[[ Entries supplied, beginning ]]

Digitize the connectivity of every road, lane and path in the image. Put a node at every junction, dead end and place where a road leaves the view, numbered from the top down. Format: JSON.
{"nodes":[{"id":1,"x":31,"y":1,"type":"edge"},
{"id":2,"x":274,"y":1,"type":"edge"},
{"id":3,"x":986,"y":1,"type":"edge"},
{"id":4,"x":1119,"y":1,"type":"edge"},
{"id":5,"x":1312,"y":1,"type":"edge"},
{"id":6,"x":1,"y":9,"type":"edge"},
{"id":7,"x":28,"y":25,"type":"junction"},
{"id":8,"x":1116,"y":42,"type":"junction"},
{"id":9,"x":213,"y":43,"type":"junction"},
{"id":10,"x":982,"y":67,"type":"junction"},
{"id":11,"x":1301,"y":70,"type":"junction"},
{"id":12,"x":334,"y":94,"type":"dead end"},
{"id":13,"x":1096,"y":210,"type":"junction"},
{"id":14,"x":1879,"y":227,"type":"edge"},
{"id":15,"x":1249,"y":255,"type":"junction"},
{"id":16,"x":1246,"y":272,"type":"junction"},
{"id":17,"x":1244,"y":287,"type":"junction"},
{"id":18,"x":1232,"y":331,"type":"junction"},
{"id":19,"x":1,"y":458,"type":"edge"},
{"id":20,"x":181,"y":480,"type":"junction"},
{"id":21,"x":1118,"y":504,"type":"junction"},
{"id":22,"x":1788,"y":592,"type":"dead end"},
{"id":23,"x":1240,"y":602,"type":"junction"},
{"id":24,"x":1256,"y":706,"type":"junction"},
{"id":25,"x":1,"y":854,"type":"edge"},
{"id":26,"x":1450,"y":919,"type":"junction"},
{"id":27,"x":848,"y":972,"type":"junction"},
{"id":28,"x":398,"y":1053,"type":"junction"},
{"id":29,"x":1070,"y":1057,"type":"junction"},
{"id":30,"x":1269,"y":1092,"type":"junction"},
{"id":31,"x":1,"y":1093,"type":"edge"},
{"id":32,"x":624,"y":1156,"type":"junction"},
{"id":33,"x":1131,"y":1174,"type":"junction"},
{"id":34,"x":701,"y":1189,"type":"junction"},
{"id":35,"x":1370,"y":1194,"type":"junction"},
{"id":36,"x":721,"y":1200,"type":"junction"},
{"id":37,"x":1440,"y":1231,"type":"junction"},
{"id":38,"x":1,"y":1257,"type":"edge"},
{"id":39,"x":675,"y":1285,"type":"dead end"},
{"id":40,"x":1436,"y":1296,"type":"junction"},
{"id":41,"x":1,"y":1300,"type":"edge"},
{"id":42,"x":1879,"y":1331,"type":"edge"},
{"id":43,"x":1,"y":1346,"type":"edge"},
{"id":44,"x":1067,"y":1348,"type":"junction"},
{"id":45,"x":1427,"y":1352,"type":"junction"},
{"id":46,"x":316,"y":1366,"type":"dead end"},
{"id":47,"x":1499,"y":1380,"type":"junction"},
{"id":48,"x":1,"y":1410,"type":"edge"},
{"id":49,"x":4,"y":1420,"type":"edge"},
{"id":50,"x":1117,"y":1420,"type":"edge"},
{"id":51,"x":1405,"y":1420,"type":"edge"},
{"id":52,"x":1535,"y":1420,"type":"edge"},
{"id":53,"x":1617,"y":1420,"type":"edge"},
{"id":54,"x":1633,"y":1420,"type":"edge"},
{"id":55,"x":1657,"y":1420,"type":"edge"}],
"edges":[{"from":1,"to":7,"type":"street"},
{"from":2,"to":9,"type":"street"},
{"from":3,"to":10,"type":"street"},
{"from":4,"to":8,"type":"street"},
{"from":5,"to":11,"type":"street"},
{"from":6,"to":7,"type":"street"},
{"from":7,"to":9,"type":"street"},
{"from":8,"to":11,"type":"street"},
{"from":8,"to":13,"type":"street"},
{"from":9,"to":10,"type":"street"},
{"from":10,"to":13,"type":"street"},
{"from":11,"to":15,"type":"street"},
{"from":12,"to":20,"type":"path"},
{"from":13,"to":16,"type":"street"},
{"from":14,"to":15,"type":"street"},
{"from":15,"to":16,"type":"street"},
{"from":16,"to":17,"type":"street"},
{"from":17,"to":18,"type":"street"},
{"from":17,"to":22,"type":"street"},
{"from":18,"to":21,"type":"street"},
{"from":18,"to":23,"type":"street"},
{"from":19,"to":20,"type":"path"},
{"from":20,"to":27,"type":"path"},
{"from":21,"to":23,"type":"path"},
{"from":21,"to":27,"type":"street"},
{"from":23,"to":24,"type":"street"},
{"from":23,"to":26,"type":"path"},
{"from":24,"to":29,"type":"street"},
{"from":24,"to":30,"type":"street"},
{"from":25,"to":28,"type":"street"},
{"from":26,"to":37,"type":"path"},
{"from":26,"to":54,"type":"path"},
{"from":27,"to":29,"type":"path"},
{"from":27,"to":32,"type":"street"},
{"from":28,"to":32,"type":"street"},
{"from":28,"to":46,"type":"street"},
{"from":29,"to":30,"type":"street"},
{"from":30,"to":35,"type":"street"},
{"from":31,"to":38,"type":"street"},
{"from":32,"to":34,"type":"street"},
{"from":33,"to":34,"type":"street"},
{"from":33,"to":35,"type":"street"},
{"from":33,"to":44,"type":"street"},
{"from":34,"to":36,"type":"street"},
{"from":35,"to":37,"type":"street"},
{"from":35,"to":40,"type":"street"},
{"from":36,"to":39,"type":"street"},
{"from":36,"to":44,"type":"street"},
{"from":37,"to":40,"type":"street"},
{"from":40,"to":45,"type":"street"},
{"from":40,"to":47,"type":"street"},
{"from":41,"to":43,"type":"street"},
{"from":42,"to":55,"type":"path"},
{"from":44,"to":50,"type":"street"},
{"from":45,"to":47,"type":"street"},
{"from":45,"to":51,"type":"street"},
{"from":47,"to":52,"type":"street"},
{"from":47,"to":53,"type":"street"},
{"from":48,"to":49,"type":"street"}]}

[[ Entries supplied, end ]]

- [Activity]:
Your task is to transcribe the listing above in full and exactly.

- [Response for this exercise]:
Digitize the connectivity of every road, lane and path in the image. Put a node at every junction, dead end and place where a road leaves the view, numbered from the top down. Format: JSON.
{"nodes":[{"id":1,"x":31,"y":1,"type":"edge"},
{"id":2,"x":274,"y":1,"type":"edge"},
{"id":3,"x":986,"y":1,"type":"edge"},
{"id":4,"x":1119,"y":1,"type":"edge"},
{"id":5,"x":1312,"y":1,"type":"edge"},
{"id":6,"x":1,"y":9,"type":"edge"},
{"id":7,"x":28,"y":25,"type":"junction"},
{"id":8,"x":1116,"y":42,"type":"junction"},
{"id":9,"x":213,"y":43,"type":"junction"},
{"id":10,"x":982,"y":67,"type":"junction"},
{"id":11,"x":1301,"y":70,"type":"junction"},
{"id":12,"x":334,"y":94,"type":"dead end"},
{"id":13,"x":1096,"y":210,"type":"junction"},
{"id":14,"x":1879,"y":227,"type":"edge"},
{"id":15,"x":1249,"y":255,"type":"junction"},
{"id":16,"x":1246,"y":272,"type":"junction"},
{"id":17,"x":1244,"y":287,"type":"junction"},
{"id":18,"x":1232,"y":331,"type":"junction"},
{"id":19,"x":1,"y":458,"type":"edge"},
{"id":20,"x":181,"y":480,"type":"junction"},
{"id":21,"x":1118,"y":504,"type":"junction"},
{"id":22,"x":1788,"y":592,"type":"dead end"},
{"id":23,"x":1240,"y":602,"type":"junction"},
{"id":24,"x":1256,"y":706,"type":"junction"},
{"id":25,"x":1,"y":854,"type":"edge"},
{"id":26,"x":1450,"y":919,"type":"junction"},
{"id":27,"x":848,"y":972,"type":"junction"},
{"id":28,"x":398,"y":1053,"type":"junction"},
{"id":29,"x":1070,"y":1057,"type":"junction"},
{"id":30,"x":1269,"y":1092,"type":"junction"},
{"id":31,"x":1,"y":1093,"type":"edge"},
{"id":32,"x":624,"y":1156,"type":"junction"},
{"id":33,"x":1131,"y":1174,"type":"junction"},
{"id":34,"x":701,"y":1189,"type":"junction"},
{"id":35,"x":1370,"y":1194,"type":"junction"},
{"id":36,"x":721,"y":1200,"type":"junction"},
{"id":37,"x":1440,"y":1231,"type":"junction"},
{"id":38,"x":1,"y":1257,"type":"edge"},
{"id":39,"x":675,"y":1285,"type":"dead end"},
{"id":40,"x":1436,"y":1296,"type":"junction"},
{"id":41,"x":1,"y":1300,"type":"edge"},
{"id":42,"x":1879,"y":1331,"type":"edge"},
{"id":43,"x":1,"y":1346,"type":"edge"},
{"id":44,"x":1067,"y":1348,"type":"junction"},
{"id":45,"x":1427,"y":1352,"type":"junction"},
{"id":46,"x":316,"y":1366,"type":"dead end"},
{"id":47,"x":1499,"y":1380,"type":"junction"},
{"id":48,"x":1,"y":1410,"type":"edge"},
{"id":49,"x":4,"y":1420,"type":"edge"},
{"id":50,"x":1117,"y":1420,"type":"edge"},
{"id":51,"x":1405,"y":1420,"type":"edge"},
{"id":52,"x":1535,"y":1420,"type":"edge"},
{"id":53,"x":1617,"y":1420,"type":"edge"},
{"id":54,"x":1633,"y":1420,"type":"edge"},
{"id":55,"x":1657,"y":1420,"type":"edge"}],
"edges":[{"from":1,"to":7,"type":"street"},
{"from":2,"to":9,"type":"street"},
{"from":3,"to":10,"type":"street"},
{"from":4,"to":8,"type":"street"},
{"from":5,"to":11,"type":"street"},
{"from":6,"to":7,"type":"street"},
{"from":7,"to":9,"type":"street"},
{"from":8,"to":11,"type":"street"},
{"from":8,"to":13,"type":"street"},
{"from":9,"to":10,"type":"street"},
{"from":10,"to":13,"type":"street"},
{"from":11,"to":15,"type":"street"},
{"from":12,"to":20,"type":"path"},
{"from":13,"to":16,"type":"street"},
{"from":14,"to":15,"type":"street"},
{"from":15,"to":16,"type":"street"},
{"from":16,"to":17,"type":"street"},
{"from":17,"to":18,"type":"street"},
{"from":17,"to":22,"type":"street"},
{"from":18,"to":21,"type":"street"},
{"from":18,"to":23,"type":"street"},
{"from":19,"to":20,"type":"path"},
{"from":20,"to":27,"type":"path"},
{"from":21,"to":23,"type":"path"},
{"from":21,"to":27,"type":"street"},
{"from":23,"to":24,"type":"street"},
{"from":23,"to":26,"type":"path"},
{"from":24,"to":29,"type":"street"},
{"from":24,"to":30,"type":"street"},
{"from":25,"to":28,"type":"street"},
{"from":26,"to":37,"type":"path"},
{"from":26,"to":54,"type":"path"},
{"from":27,"to":29,"type":"path"},
{"from":27,"to":32,"type":"street"},
{"from":28,"to":32,"type":"street"},
{"from":28,"to":46,"type":"street"},
{"from":29,"to":30,"type":"street"},
{"from":30,"to":35,"type":"street"},
{"from":31,"to":38,"type":"street"},
{"from":32,"to":34,"type":"street"},
{"from":33,"to":34,"type":"street"},
{"from":33,"to":35,"type":"street"},
{"from":33,"to":44,"type":"street"},
{"from":34,"to":36,"type":"street"},
{"from":35,"to":37,"type":"street"},
{"from":35,"to":40,"type":"street"},
{"from":36,"to":39,"type":"street"},
{"from":36,"to":44,"type":"street"},
{"from":37,"to":40,"type":"street"},
{"from":40,"to":45,"type":"street"},
{"from":40,"to":47,"type":"street"},
{"from":41,"to":43,"type":"street"},
{"from":42,"to":55,"type":"path"},
{"from":44,"to":50,"type":"street"},
{"from":45,"to":47,"type":"street"},
{"from":45,"to":51,"type":"street"},
{"from":47,"to":52,"type":"street"},
{"from":47,"to":53,"type":"street"},
{"from":48,"to":49,"type":"street"}]}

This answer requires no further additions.